Instead, though, she finds herself carving out a path to the water. She shucks off her shoes as she goes, the cool of the sand a balm against the pads of her feet and toes. Socks and sneakers dangling from her hands, jeans rolled up past her calves, she waits, letting the surf wash over her. The seawater is ice-cold, and her feet prickle with it until she’s forced to step back. She tears her eyes from the black expanse of sky overhead; that’s when Emma sees her.

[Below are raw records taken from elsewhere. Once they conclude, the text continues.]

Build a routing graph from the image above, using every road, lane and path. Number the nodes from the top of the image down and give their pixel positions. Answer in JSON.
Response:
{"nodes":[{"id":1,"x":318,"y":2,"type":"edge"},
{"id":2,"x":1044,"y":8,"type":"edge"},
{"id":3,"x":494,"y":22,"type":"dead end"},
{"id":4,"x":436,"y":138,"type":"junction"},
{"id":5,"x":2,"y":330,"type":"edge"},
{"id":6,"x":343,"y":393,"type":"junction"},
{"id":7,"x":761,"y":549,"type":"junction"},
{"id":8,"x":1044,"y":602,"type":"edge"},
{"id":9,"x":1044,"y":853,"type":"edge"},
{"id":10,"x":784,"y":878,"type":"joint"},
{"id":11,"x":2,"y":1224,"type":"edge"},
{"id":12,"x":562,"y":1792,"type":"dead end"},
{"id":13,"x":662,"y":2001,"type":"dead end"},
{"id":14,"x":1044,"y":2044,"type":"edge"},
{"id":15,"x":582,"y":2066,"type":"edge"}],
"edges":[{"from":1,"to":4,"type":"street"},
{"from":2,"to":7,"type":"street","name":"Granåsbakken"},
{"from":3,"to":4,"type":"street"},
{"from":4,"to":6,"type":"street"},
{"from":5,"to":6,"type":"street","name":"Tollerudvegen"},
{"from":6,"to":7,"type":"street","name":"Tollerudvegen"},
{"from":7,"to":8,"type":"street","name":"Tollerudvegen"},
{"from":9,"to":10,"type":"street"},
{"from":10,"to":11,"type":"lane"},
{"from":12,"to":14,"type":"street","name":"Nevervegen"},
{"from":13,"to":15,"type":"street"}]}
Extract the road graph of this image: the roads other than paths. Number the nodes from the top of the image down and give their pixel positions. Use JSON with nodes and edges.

“Don’t worry,” Regina says, snider than Emma had heard her in days. “I haven’t eaten any men alive, if that’s what you’re wondering.” She’d sunk down to her shoulders in the water. In the dark, it’s nearly impossible to see, but Emma thinks she can just detect the place where hips and waist and skin meet something else entirely. How long she’d been here, floating listlessly in the shallows, Emma doesn’t know– _hopefully_ no more than a few hours, though; she kind of doubts Regina’s ability to go unnoticed by humans in full daylight.

“It’s not.”

Regina raises expressionless eyes to meet hers, and Emma decides on the spot that she can’t just _leave–_ that she doesn’t want to, either. Sucking in a breath, she wades into the water until it skims her knees. And she’s trying to be stoic–she really, _really_ is–but she can’t help the full-body shiver that runs through her at the sudden cold.

“There’s no need to freeze on my account,” Regina says, giving a pointed roll of the eyes for good measure. The effect is somewhat lost, though, in the hoarseness of her voice, the red rims of her eyes.

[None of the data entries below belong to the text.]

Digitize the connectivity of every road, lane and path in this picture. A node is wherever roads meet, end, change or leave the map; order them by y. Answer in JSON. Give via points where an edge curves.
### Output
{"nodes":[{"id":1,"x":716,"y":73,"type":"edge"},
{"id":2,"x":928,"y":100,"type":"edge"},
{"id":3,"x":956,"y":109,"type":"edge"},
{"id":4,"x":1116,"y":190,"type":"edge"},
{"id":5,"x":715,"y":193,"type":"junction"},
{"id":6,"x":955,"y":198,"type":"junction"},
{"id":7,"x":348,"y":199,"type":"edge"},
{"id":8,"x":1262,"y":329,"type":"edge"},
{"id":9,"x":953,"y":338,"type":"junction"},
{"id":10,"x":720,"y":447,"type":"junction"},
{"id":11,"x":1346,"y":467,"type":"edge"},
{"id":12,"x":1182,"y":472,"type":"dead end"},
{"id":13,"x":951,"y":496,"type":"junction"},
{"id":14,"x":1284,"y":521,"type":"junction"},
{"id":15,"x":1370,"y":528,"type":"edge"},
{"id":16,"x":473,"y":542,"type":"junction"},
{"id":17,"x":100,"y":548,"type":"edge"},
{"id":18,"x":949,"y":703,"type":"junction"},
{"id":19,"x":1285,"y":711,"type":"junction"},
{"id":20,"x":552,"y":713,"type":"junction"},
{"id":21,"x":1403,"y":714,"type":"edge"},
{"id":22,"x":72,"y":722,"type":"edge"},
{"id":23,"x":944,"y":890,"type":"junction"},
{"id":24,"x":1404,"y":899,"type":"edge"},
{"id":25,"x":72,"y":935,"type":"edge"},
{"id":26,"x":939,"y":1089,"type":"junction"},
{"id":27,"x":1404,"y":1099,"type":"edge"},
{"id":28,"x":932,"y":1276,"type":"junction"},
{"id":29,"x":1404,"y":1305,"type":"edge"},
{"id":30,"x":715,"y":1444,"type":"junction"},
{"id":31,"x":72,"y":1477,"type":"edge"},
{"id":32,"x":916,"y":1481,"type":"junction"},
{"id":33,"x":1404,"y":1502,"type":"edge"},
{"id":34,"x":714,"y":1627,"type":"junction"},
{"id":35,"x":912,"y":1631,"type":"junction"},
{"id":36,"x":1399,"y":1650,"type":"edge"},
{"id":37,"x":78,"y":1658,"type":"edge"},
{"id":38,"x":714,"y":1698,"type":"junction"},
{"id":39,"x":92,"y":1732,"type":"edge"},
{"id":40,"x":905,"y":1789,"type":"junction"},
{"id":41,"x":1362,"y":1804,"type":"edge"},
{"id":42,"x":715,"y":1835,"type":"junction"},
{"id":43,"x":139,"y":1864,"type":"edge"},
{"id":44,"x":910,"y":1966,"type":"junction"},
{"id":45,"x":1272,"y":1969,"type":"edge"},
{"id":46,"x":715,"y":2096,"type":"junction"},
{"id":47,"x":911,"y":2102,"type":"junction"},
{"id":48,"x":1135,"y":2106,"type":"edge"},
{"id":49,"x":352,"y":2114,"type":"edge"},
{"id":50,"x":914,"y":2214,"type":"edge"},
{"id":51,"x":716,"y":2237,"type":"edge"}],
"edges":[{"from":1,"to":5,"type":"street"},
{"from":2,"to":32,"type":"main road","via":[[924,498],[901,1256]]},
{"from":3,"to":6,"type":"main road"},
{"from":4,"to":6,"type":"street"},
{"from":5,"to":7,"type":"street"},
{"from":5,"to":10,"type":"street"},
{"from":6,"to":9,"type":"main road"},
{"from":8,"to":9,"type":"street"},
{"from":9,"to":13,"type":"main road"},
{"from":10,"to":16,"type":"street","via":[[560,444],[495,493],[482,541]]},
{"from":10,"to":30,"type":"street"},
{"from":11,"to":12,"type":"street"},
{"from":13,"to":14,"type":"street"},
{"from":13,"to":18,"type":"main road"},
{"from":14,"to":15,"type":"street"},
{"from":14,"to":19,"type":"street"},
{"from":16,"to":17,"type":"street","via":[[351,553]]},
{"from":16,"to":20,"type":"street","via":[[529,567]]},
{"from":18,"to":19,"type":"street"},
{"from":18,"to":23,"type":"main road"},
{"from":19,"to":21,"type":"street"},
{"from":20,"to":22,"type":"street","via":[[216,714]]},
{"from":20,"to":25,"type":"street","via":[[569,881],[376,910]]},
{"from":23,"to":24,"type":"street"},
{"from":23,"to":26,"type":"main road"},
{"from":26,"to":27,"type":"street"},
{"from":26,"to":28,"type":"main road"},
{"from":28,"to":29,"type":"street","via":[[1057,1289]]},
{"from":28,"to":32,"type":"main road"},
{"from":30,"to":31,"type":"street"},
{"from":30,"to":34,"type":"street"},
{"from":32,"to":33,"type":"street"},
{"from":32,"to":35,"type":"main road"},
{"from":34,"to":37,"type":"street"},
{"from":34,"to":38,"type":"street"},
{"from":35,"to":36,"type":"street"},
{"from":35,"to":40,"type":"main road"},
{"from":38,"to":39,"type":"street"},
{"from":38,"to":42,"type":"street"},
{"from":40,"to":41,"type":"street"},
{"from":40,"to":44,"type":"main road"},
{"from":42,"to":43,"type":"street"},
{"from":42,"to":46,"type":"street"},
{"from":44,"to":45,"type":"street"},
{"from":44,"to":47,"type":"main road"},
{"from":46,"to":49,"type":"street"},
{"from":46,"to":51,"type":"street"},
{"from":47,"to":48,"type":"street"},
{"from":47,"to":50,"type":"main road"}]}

“No big deal.” Emma wraps her arms around her chest, grips tight, as though to ward off the chill. “Been colder.”

“I see.” Regina looks like she doesn’t know whether to be grateful or annoyed; she settles for some nebulous emotion between the two, and there’s a note of concern beneath that caustic edge when she adds, “Your teeth are chattering.”

“Regina–” She starts, but breaks off at the realization that she has nothing to say–not _yet_ , anyway, not when it’s obvious Regina has been holding something back. There’s a beat, the expectation an unspoken presence between them, and then–

“I wouldn’t think you’d want to be near me like this.”

“Honestly,” Emma admits, embarrassed at the realization, “I hardly noticed.”

Regina examines Emma’s face, eyes fixed on her with eerie precision given the darkness of the night; whatever it is she’d found there– _truth_ , maybe–only seems to anger her more. “This isn’t a game, _Emma._ Have you forgotten, that I murdered your friend in front of you?”

“He isn’t–he wasn’t my _friend–_ ” Emma mutters, and Regina snorts, disbelieving.

“Do you think I want to be– _trapped_ here? Like this? Do you think I enjoy being separated from my son?” She’d drawn closer, so that her dark hair nearly brushes Emma’s cheeks, their mouths a breath apart, and Emma is aware of nothing but the pulse jackrabbiting in her wrist, and Regina, Regina, _Regina_. Regina, breathing sharply, lips quirked in a hard, mocking smile (the kind that must hurt to wear, as much as it hurts to _see_ ), a finger pressed to Emma’s chest like an accusation or a caress or some of both.

That haze returns–a soft, all-consuming fog that steals over Emma gradually, until her vision swims with it; Regina is little more than a blur, beautiful and furious and frightened.

Regina pulls back, then, and the feeling lifts just as quickly as it had descended upon her. That strange electricity in Regina had gone; in its wake, there is only the face of a woman, worn and weary.  “I could kill you,” she says, almost tiredly.

Emma tastes the metallic tang of blood in her mouth; she’d bitten her lower lip just hard enough for it to bead there. It’s a shallow mark, a pinprick; even still, she wonders if Regina can smell it on her, like a shark. Marian would know.  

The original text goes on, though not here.